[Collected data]
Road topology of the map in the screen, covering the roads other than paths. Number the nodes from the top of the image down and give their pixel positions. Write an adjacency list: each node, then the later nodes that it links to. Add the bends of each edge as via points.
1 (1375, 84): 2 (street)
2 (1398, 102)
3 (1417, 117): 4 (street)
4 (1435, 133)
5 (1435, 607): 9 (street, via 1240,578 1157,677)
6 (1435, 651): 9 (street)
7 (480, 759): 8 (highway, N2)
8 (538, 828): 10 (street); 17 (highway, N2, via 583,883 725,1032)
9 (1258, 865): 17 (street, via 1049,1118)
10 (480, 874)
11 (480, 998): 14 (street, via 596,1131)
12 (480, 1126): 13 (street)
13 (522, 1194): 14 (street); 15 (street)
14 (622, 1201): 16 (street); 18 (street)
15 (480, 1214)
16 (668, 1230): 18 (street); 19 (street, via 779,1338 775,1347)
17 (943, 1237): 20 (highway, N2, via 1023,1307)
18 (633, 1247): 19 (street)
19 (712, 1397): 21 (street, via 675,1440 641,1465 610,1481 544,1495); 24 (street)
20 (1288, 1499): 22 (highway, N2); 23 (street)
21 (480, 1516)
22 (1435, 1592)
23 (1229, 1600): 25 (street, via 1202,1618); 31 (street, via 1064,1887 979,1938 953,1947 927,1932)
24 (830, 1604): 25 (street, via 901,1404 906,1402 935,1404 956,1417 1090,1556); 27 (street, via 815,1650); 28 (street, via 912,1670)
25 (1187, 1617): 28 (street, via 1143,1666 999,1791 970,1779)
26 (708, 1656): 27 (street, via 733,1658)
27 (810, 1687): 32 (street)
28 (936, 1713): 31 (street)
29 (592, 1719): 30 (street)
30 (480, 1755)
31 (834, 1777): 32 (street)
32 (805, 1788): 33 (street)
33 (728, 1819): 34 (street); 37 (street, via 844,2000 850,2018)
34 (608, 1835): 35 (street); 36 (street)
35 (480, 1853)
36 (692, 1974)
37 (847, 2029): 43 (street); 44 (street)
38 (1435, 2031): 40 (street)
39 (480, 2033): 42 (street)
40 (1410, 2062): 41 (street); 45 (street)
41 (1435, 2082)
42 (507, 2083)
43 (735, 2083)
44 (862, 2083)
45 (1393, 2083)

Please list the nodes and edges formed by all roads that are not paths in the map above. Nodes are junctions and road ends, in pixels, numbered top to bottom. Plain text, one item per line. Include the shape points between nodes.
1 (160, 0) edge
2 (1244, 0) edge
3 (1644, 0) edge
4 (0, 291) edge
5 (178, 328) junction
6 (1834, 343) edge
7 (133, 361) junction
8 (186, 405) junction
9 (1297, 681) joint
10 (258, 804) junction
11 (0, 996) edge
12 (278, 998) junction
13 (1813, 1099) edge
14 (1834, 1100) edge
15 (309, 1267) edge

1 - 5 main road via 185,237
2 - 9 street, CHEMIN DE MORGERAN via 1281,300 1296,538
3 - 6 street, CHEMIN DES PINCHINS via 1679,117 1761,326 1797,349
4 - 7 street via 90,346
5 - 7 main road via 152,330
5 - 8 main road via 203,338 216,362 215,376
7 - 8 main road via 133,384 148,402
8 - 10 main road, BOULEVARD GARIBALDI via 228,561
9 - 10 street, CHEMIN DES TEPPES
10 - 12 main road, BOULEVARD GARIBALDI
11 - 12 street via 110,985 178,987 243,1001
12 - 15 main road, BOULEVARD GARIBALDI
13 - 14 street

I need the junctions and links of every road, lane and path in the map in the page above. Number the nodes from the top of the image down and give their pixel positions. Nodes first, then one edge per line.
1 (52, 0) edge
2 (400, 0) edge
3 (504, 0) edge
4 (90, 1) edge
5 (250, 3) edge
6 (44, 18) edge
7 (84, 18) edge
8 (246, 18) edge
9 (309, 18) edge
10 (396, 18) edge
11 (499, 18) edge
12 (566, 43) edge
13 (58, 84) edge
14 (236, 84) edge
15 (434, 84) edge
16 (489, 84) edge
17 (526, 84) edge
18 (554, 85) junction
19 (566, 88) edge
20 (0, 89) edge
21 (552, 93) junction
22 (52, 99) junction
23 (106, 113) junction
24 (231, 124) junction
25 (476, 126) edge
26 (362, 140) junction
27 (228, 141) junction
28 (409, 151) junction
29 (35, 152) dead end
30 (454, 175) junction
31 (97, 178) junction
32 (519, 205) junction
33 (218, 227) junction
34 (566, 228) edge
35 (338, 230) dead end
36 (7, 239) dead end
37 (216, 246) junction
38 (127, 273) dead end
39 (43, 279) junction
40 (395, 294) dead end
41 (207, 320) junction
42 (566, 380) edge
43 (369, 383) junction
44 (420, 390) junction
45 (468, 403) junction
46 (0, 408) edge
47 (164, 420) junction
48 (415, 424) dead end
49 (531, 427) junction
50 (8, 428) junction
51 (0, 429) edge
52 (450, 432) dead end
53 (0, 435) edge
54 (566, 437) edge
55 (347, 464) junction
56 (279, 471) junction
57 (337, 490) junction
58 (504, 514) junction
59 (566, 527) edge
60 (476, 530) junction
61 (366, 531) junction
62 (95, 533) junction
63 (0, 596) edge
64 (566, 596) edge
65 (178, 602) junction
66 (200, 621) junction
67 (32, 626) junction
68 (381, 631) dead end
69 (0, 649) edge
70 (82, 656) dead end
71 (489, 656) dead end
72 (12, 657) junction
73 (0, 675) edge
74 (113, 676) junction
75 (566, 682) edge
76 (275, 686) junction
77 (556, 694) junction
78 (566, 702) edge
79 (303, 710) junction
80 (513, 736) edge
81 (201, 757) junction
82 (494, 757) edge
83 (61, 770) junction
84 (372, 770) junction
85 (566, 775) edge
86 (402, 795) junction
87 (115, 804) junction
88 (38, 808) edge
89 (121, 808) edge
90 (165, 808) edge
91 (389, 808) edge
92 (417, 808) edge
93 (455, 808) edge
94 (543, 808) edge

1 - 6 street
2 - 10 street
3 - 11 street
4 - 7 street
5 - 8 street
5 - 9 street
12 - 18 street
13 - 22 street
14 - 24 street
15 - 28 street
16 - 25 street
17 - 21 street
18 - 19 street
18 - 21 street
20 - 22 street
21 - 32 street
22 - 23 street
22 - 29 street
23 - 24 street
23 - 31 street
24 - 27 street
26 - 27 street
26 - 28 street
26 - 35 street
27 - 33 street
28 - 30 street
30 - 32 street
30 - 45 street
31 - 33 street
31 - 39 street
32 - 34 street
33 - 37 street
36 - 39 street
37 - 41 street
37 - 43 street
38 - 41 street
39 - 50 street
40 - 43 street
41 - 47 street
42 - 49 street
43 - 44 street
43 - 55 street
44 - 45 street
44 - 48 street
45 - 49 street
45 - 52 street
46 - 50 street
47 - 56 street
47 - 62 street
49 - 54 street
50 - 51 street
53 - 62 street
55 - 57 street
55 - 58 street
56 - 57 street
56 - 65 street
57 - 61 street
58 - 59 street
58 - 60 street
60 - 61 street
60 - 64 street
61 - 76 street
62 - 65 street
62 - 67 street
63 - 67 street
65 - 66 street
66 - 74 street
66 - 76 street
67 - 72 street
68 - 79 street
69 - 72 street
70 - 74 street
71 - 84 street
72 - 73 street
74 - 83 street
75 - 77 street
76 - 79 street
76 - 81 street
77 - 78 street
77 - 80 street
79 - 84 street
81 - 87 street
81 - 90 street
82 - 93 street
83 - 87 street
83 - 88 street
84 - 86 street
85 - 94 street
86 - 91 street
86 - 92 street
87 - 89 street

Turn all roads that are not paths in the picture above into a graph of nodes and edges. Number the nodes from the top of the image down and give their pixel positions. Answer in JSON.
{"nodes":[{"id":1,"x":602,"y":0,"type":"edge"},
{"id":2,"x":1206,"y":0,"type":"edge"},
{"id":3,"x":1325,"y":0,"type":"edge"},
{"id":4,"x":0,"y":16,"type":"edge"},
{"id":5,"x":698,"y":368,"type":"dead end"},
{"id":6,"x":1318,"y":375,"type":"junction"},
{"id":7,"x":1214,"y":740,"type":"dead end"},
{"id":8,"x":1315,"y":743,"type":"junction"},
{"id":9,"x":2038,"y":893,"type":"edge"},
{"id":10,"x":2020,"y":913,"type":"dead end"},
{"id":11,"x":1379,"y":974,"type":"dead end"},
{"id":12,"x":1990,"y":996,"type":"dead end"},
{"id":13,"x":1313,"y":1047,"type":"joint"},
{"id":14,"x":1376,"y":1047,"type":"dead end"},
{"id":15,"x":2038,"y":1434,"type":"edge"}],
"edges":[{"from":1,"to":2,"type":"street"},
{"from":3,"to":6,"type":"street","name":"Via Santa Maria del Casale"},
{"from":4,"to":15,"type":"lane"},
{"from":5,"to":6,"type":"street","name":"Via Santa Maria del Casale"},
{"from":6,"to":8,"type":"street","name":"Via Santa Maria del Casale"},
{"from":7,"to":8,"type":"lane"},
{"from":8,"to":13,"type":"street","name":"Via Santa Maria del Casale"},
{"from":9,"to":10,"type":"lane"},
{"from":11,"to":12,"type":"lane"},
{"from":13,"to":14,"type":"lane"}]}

[What to produce] When a line in the records above contains the word "Casale", copy it.

[Completed task]
{"from":3,"to":6,"type":"street","name":"Via Santa Maria del Casale"},
{"from":5,"to":6,"type":"street","name":"Via Santa Maria del Casale"},
{"from":6,"to":8,"type":"street","name":"Via Santa Maria del Casale"},
{"from":8,"to":13,"type":"street","name":"Via Santa Maria del Casale"},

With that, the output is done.